Feb 10, 2012 1:47 PM in response to X423424X

Hi,

When I saw the clone drive in Start Up prefs, I highlighted the icon and pressed the 'restart' button. My machine restarted, but then defaulted to the main system drive and not the external hdd clone. I've tried restarting with the option key down, and I get the screen that shows me which drive to select. Instead of two drives (i.e clone and system drive) I get just the main system drive.


I might add I am at work and using my MacBook Pro as a test machine.


FW800 connection with MBP as well.


I really think that two partitions on a drive are the problem. If I had one partition, I am thinking the clone would work. Maybe somehow, in the process, the start up process doesn't see the boot partition and only the other partition which is a regular Mac OS extended one.


M

Feb 10, 2012 1:58 PM in response to MarcusOne

I really think that two partitions on a drive are the problem. If I had one partition, I am thinking the clone would work. Maybe somehow, in the process, the start up process doesn't see the boot partition and only the other partition which is a regular Mac OS extended one.


Multiple partitions are not a problem. I have that.


The disk should have a GUID partition table, each partition formatted as Mac OS Extended (Journaled). Try running CCC again. If it doesn't complain about anything try booting from it again. If you have the same problems then I would start to suspect a problem with the enclosure. Which (make, model) enclosure by the way?
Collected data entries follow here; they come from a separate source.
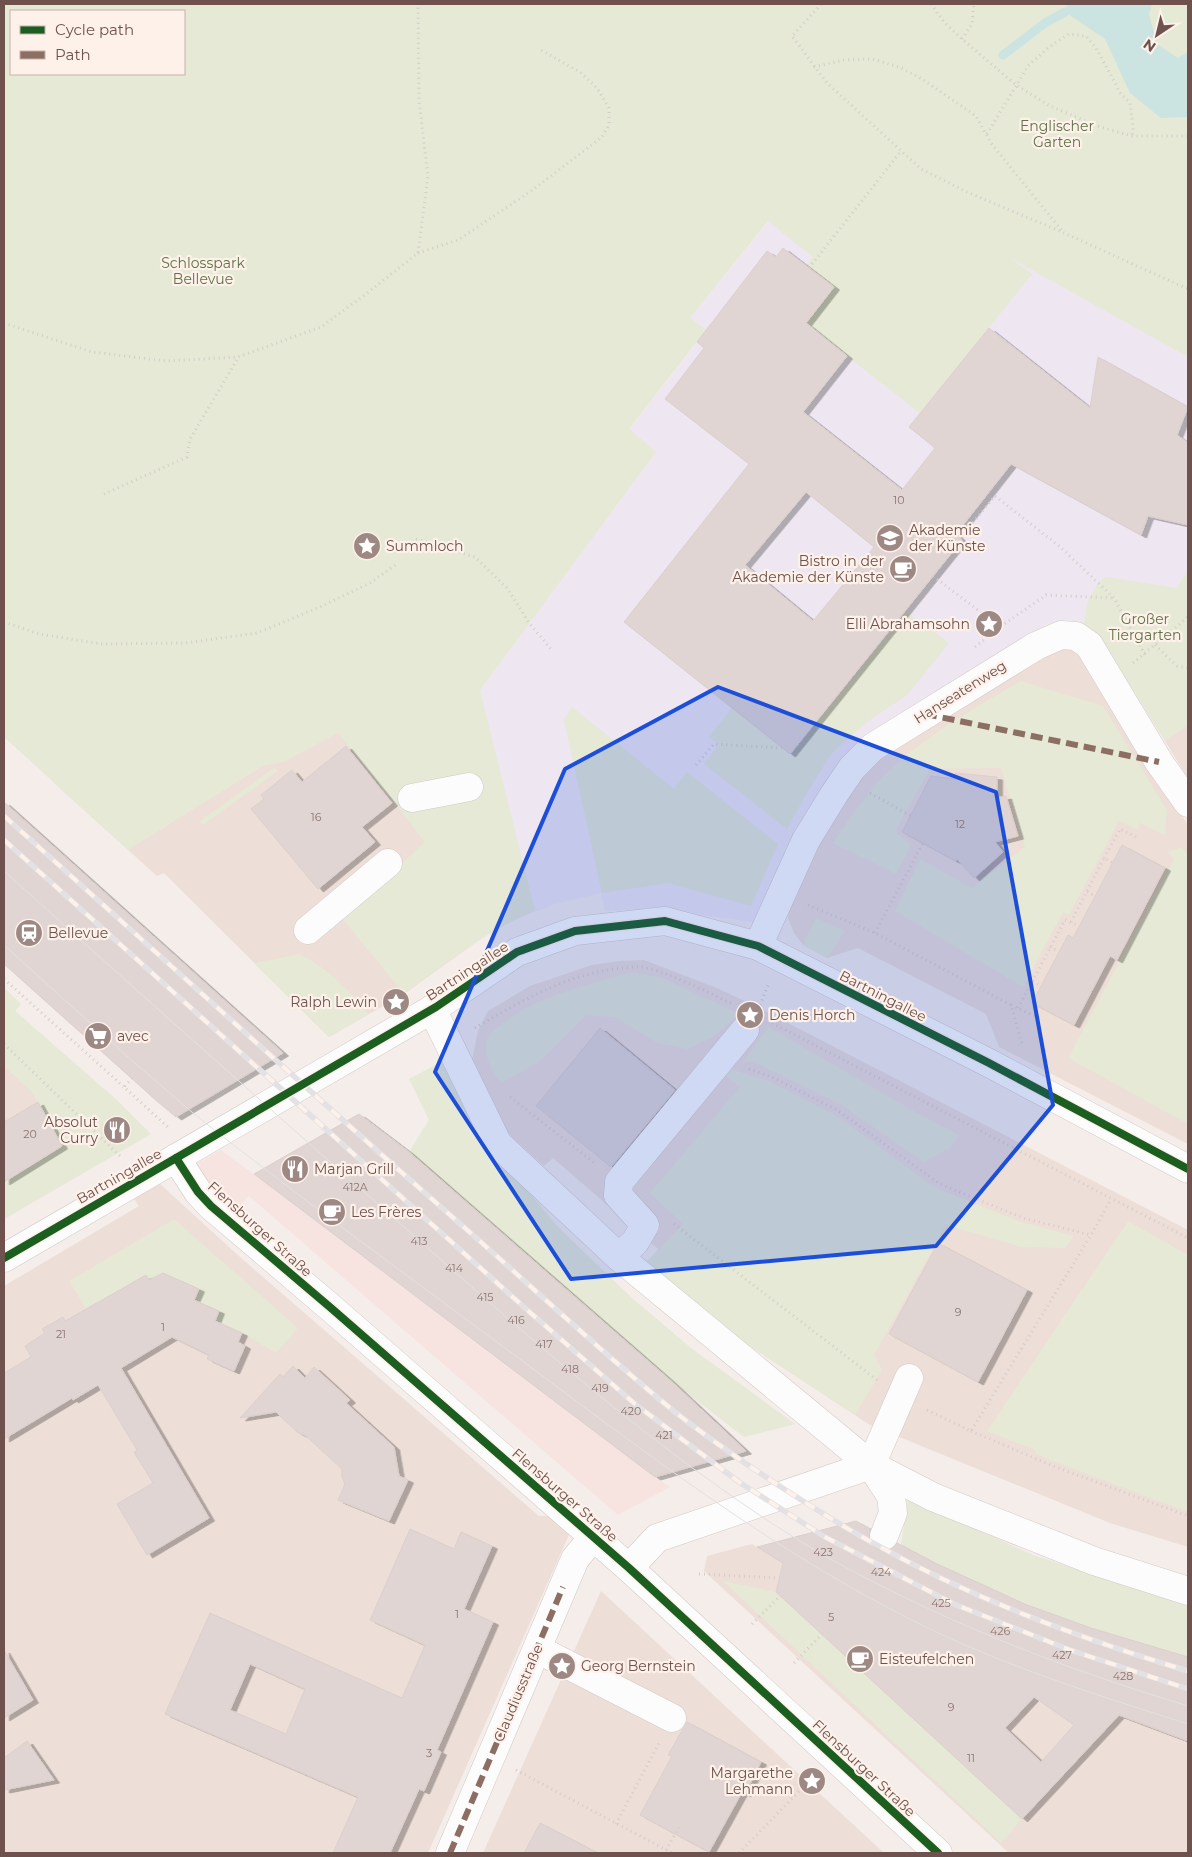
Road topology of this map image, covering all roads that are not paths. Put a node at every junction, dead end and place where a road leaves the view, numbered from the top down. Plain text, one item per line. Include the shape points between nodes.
1 (470, 787) dead end
2 (412, 798) dead end
3 (1188, 803) edge
4 (388, 863) dead end
5 (308, 930) dead end
6 (770, 952) junction
7 (432, 1010) junction
8 (750, 1022) road end
9 (176, 1158) junction
10 (1188, 1169) edge
11 (619, 1257) junction
12 (4, 1258) edge
13 (905, 1388) road end
14 (871, 1465) junction
15 (884, 1536) dead end
16 (593, 1537) junction
17 (629, 1568) junction
18 (1188, 1591) edge
19 (537, 1649) junction
20 (672, 1718) road end
21 (450, 1853) edge
22 (938, 1853) edge

1 - 2 street
3 - 6 street, Hanseatenweg via 1105,676 1089,645 1076,636 1061,635 1011,660 873,747 845,778 806,840 780,898
4 - 5 street
6 - 7 street, Bartningallee via 665,921 575,931 517,952
6 - 10 street, Bartningallee
7 - 9 street, Bartningallee
7 - 11 street via 498,1144
8 - 11 street via 619,1182 618,1194 644,1225 635,1242
9 - 12 street, Bartningallee
9 - 16 street, Flensburger Straße via 198,1192 212,1206
11 - 14 street
13 - 14 street
14 - 15 street via 891,1496 893,1513
14 - 17 street via 657,1538
14 - 18 street via 933,1497 1085,1557
16 - 17 street, Flensburger Straße
16 - 19 street, Claudiusstraße via 575,1559
17 - 22 street, Flensburger Straße
19 - 20 street
19 - 21 street, Claudiusstraße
Feb 10, 2012 2:36 PM in response to MarcusOne

Shouldn't be any problem with a bootable clone on a multi-partitioned drive as long as the volumes are named differently and the drive is formatted correctly. I use one here and there's no problem booting from it.
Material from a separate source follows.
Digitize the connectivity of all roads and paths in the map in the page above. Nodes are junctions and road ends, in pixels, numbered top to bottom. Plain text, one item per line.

What might be a problem is trying to boot it on a newer Mac with an original OS later than the one you've cloned.


In this case, if the MBP is a recent model (Oct 2011 or later) and shipped with Lion, it isn't going to boot any flavour of Snow Leopard.


It should, however, be bootable on the Mac it was cloned from. If not I can only suggest re-cloning as X423424X says, and if that doesn't work, starting from scratch and reformatting and partitioning the drive.

Feb 11, 2012 8:07 PM in response to MarcusOne

MarcusOne wrote:


This is an old MABP from 2007, with 10.6.8 installed.


I'm now back to the MacPro and trying to re-clone. I will re-erase and re-partition and see what happens. CCC is failing me right now though. It worked in the past.


Any other thoughts?


M

If CCC is failing you, try "Restore" in Disk Utility instead. Unlike CCC, it only does one thing, a full backup, but any backup I've made that way is bootable. Also, when you selected your external drive in the Startup Disk preference and clicked Restart, did you get a confirmation dialog asking you to confirm the choice? Finally, I assume you're using the FW800 connection rather than the eSATA connection.

Mar 15, 2012 1:15 AM in response to MarcusOne

Not sure if you managed to get this issue resolved yet Marcus, but I too have a similar problem:


Currently I'm upgrading from Leopard to Lion (via Snow Leopard) on both an iMac and MacBook Pro (both Intel), but before I proceed with the OSX upgrade I wanted to back everything up. Thus far I have partitioned an external firewire drive (G Drive - one that is bootable), and cloned each machine using Carbon Copy Cloner to it's own partition (both GUID). There is plenty of space left over on each partition.


The issue - I can boot the OS X from the external drive on the MacBook Pro but not on the iMac.

When I restart and hold down Option on the iMac the only drive that appears is the HDD, not the other two selectable drives that are visible if I boot up on the MacBook Pro. On the iMac in System Prefs > Startup Disc I can see all 3 drives but when I select it and restart, the machine freezes on the grey loading screen and goes no further.


Not that it should make a difference, but there is a 3rd partition on the external drive that is currently empty (for extra storage).


Any help is greatly appreciated - I can't find any relevant answers elsewhere. Thanks,


Dan

My clone external hard drive won't boot - start up?